Le syndrome d’Asperger est une forme légère d’autisme. Cependant, c’est justement grâce à son talent pour la précision, que Christopher va aider le groupe de rock, en installant avant chaque répétition et concert tout le matériel nécessaire. Même s’il n’est pas dans le même monde que la plupart des gens, son monde intérieur est très riche et il crée son propre univers par divers moyens.
La réalisation met en valeur les personnages et leurs singularités. Elle permet de renforcer leur isolement avec un travail sur la profondeur de champ atténuée à son maximum. L’importance des détails, les gros plans sur les parties du corps, permettent de nous faire comprendre ce que ressentent les personnes souffrant de troubles mentaux.
The Drummer and the keeper est aussi un film esthétiquement jubilatoire. Le cinéaste met en avant la dualité des personnages. La caméra aura tendance à être portée à l’épaule pour retranscrire l’énergie de Gabriel, tandis qu’elle sera plutôt fixe lorsqu’il s’agira de Christopher. L’atmosphère est très épurée. Ma mise en scène préférée est celle devant un tag noir et blanc où un rythme lent pose le cadre comme un tableau parfaitement travaillé.
“Rock’n Roll is supposed to be out of control.”

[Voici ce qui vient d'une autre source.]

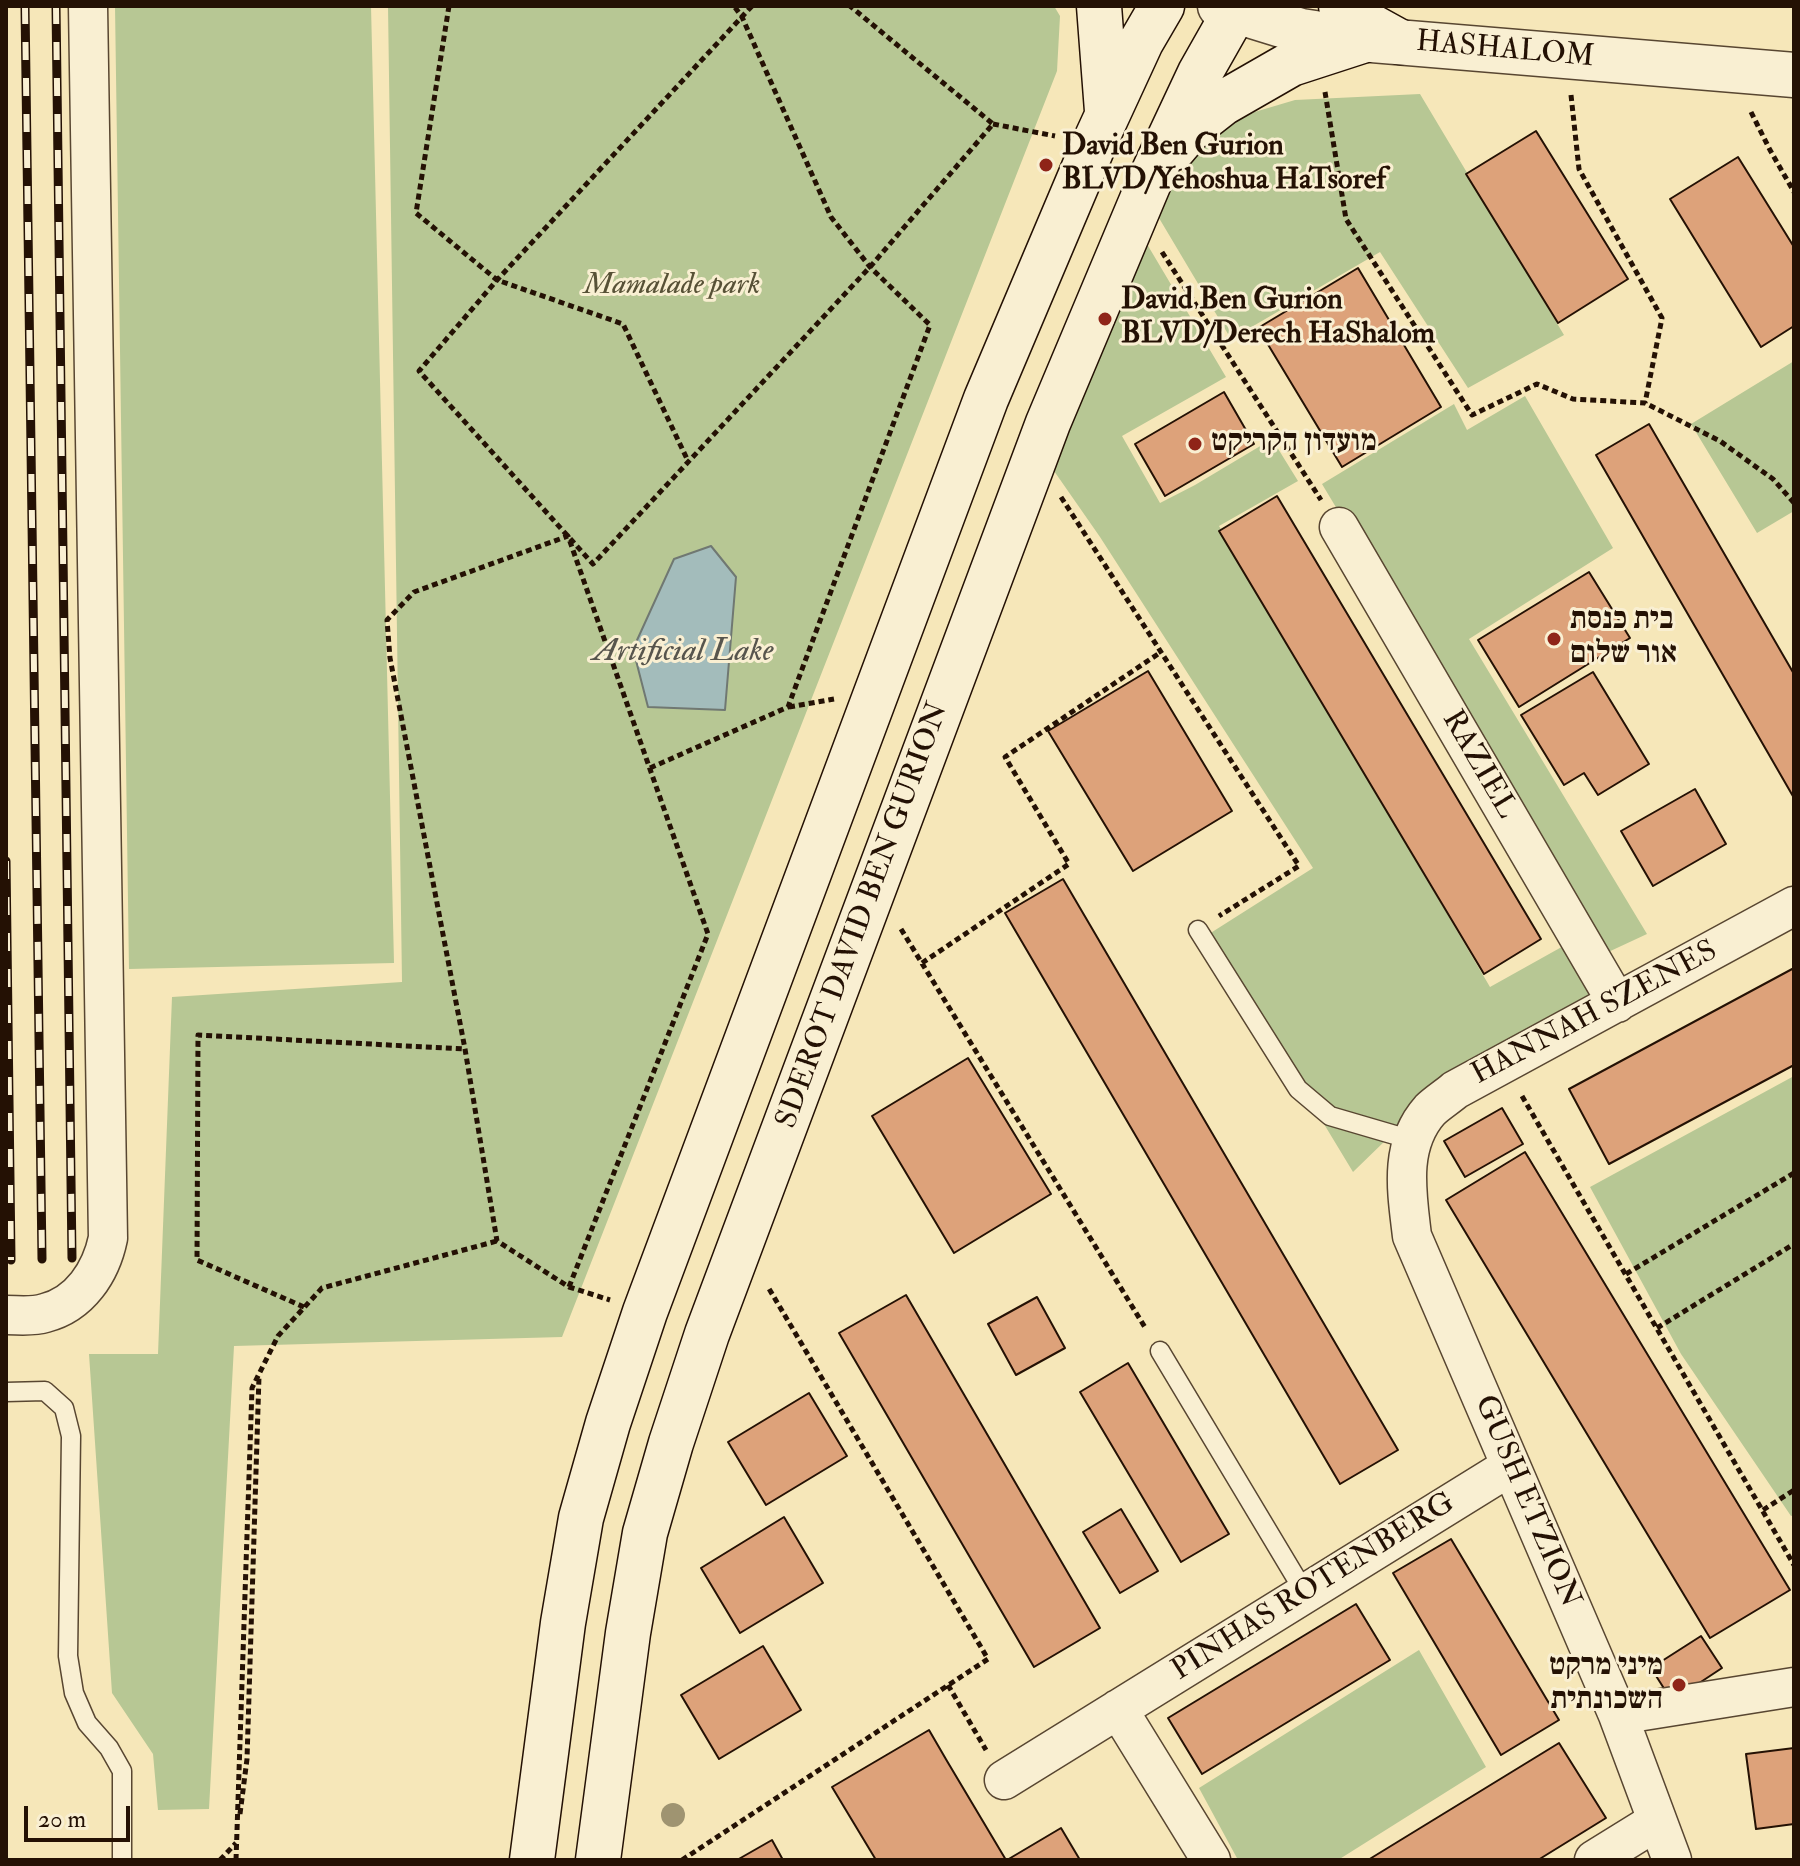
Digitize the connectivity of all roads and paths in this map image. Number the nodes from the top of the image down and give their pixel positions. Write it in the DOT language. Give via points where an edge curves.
graph roads {
  1 [pos="88,6"];
  2 [pos="449,6"];
  3 [pos="734,6"];
  4 [pos="752,6"];
  5 [pos="850,6"];
  6 [pos="1099,6"];
  7 [pos="1162,6"];
  8 [pos="1341,6"];
  9 [pos="1231,8"];
  10 [pos="742,17"];
  11 [pos="1384,41"];
  12 [pos="1319,55"];
  13 [pos="1567,56"];
  14 [pos="1730,69"];
  15 [pos="1794,75"];
  16 [pos="993,124"];
  17 [pos="1100,130"];
  18 [pos="1154,171"];
  19 [pos="1794,192"];
  20 [pos="1136,212"];
  21 [pos="870,267"];
  22 [pos="497,280"];
  23 [pos="1645,403"];
  24 [pos="1035,456"];
  25 [pos="688,461"];
  26 [pos="1794,503"];
  27 [pos="1339,527"];
  28 [pos="568,536"];
  29 [pos="1161,652"];
  30 [pos="650,768"];
  31 [pos="875,887"];
  32 [pos="1794,906"];
  33 [pos="1198,930"];
  34 [pos="921,963"];
  35 [pos="1617,1003"];
  36 [pos="465,1049"];
  37 [pos="1503,1064"];
  38 [pos="1412,1140"];
  39 [pos="1794,1173"];
  40 [pos="497,1241"];
  41 [pos="742,1242"];
  42 [pos="1794,1244"];
  43 [pos="1626,1274"];
  44 [pos="569,1287"];
  45 [pos="304,1307"];
  46 [pos="645,1312"];
  47 [pos="6,1315"];
  48 [pos="1657,1328"];
  49 [pos="1160,1351"];
  50 [pos="6,1392"];
  51 [pos="1511,1466"];
  52 [pos="1794,1490"];
  53 [pos="1763,1510"];
  54 [pos="1794,1565"];
  55 [pos="1305,1593"];
  56 [pos="948,1685"];
  57 [pos="1794,1687"];
  58 [pos="1118,1709"];
  59 [pos="1618,1715"];
  60 [pos="1004,1780"];
  61 [pos="1657,1821"];
  62 [pos="236,1844"];
  63 [pos="122,1860"];
  64 [pos="220,1860"];
  65 [pos="236,1860"];
  66 [pos="532,1860"];
  67 [pos="598,1860"];
  68 [pos="682,1860"];
  69 [pos="1211,1860"];
  70 [pos="1594,1860"];
  71 [pos="1672,1860"];
  1 -- 47 [label="street" via="108,1238 96,1274 69,1302 45,1313"];
  2 -- 22 [label="path" via="416,213"];
  3 -- 10 [label="path"];
  4 -- 10 [label="path"];
  5 -- 16 [label="path"];
  6 -- 17 [label="main road"];
  7 -- 17 [label="main road"];
  8 -- 11 [label="main road"];
  9 -- 11 [label="main road, HASHALOM" via="1301,31"];
  9 -- 18 [label="main road, SDEROT DAVID BEN GURION"];
  10 -- 21 [label="path" via="831,217"];
  10 -- 22 [label="path"];
  11 -- 12 [label="main road"];
  11 -- 13 [label="main road, HASHALOM"];
  12 -- 18 [label="main road" via="1291,64 1223,103 1191,128"];
  12 -- 23 [label="path" via="1346,219 1472,415 1537,384 1573,399"];
  13 -- 14 [label="main road, HASHALOM"];
  13 -- 23 [label="path" via="1579,169 1662,318"];
  14 -- 15 [label="main road, HASHALOM"];
  14 -- 19 [label="path"];
  16 -- 17 [label="path"];
  16 -- 21 [label="path"];
  17 -- 46 [label="main road" via="986,399"];
  18 -- 20 [label="main road, SDEROT DAVID BEN GURION"];
  20 -- 24 [label="main road, SDEROT DAVID BEN GURION"];
  20 -- 27 [label="path"];
  21 -- 25 [label="path"];
  21 -- 30 [label="path" via="930,325 788,707"];
  22 -- 25 [label="path" via="623,324"];
  22 -- 28 [label="path" via="419,371"];
  23 -- 26 [label="path" via="1720,441 1773,479"];
  24 -- 29 [label="path"];
  24 -- 31 [label="main road, SDEROT DAVID BEN GURION"];
  25 -- 28 [label="path" via="593,564"];
  27 -- 35 [label="street, RAZIEL"];
  28 -- 30 [label="path"];
  28 -- 36 [label="path" via="414,592 387,620"];
  29 -- 33 [label="path" via="1299,866"];
  29 -- 34 [label="path" via="1005,757 1069,864"];
  30 -- 44 [label="path" via="708,934"];
  31 -- 34 [label="path"];
  31 -- 41 [label="main road, SDEROT DAVID BEN GURION"];
  32 -- 35 [label="street, HANNAH SZENES"];
  33 -- 38 [label="lane" via="1298,1089 1330,1116"];
  34 -- 49 [label="path"];
  35 -- 37 [label="street, HANNAH SZENES"];
  36 -- 40 [label="path"];
  36 -- 45 [label="path" via="198,1035 197,1260"];
  37 -- 38 [label="street, HANNAH SZENES" via="1455,1090 1430,1111"];
  37 -- 43 [label="path"];
  38 -- 51 [label="street, GUSH ETZION" via="1405,1181 1412,1236"];
  39 -- 43 [label="path"];
  40 -- 44 [label="path"];
  40 -- 45 [label="path" via="322,1288"];
  41 -- 56 [label="path" via="988,1659"];
  41 -- 67 [label="main road, SDEROT DAVID BEN GURION" via="707,1334 645,1533"];
  42 -- 48 [label="path"];
  43 -- 48 [label="path"];
  44 -- 46 [label="path"];
  45 -- 62 [label="path" via="278,1336 252,1388"];
  46 -- 66 [label="main road" via="581,1518"];
  48 -- 53 [label="path"];
  49 -- 55 [label="lane"];
  50 -- 63 [label="lane" via="45,1391 64,1408 71,1436 68,1656 74,1693 87,1723 122,1771"];
  51 -- 55 [label="street, PINHAS ROTENBERG"];
  51 -- 59 [label="street, GUSH ETZION"];
  52 -- 53 [label="path"];
  53 -- 54 [label="path"];
  55 -- 58 [label="street, PINHAS ROTENBERG"];
  56 -- 60 [label="path"];
  56 -- 68 [label="path"];
  57 -- 59 [label="street"];
  58 -- 60 [label="street, PINHAS ROTENBERG"];
  58 -- 69 [label="street"];
  59 -- 61 [label="street, GUSH ETZION"];
  61 -- 70 [label="street"];
  61 -- 71 [label="street, GUSH ETZION"];
  62 -- 64 [label="path"];
  62 -- 65 [label="path"];
}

Je ne vais pas faire une ode au genre du rock, mais cher Nick Kelly, si mes yeux vous disent merci, mes oreilles vous sont aussi reconnaissantes. Quels solos de batterie ! L’énergie mise par Dermot Murchy dans ces scènes m’a tout simplement époustouflée. Le mixage sonore était aussi très travaillé. On passe par différents points de vue et la musique permet des transitions intéressantes entre deux scènes. La chanson Nothing arrived des Villagers fut une belle découverte.
The Drummer and the keeper, c’est touchant, c’est intense, c’est bouleversant. C’est le rejet de toute étiquette qui pourrait définir et emprisonner, mais c’est aussi la recherche de son identité et de sa place en tant que jeune adulte. Alors j’espère qu’après avoir lu cet article, vous foncerez en salle voir ce film et qu’il y aura plus de 6 spectateurs !
Si vous souhaitez en apprendre plus sur le syndrome d’Asperger, je vous recommande fortement la série Atypical sur Netflix, ainsi que le livre "Le bizarre incident du chien pendant la nuit" de Mark Haddon.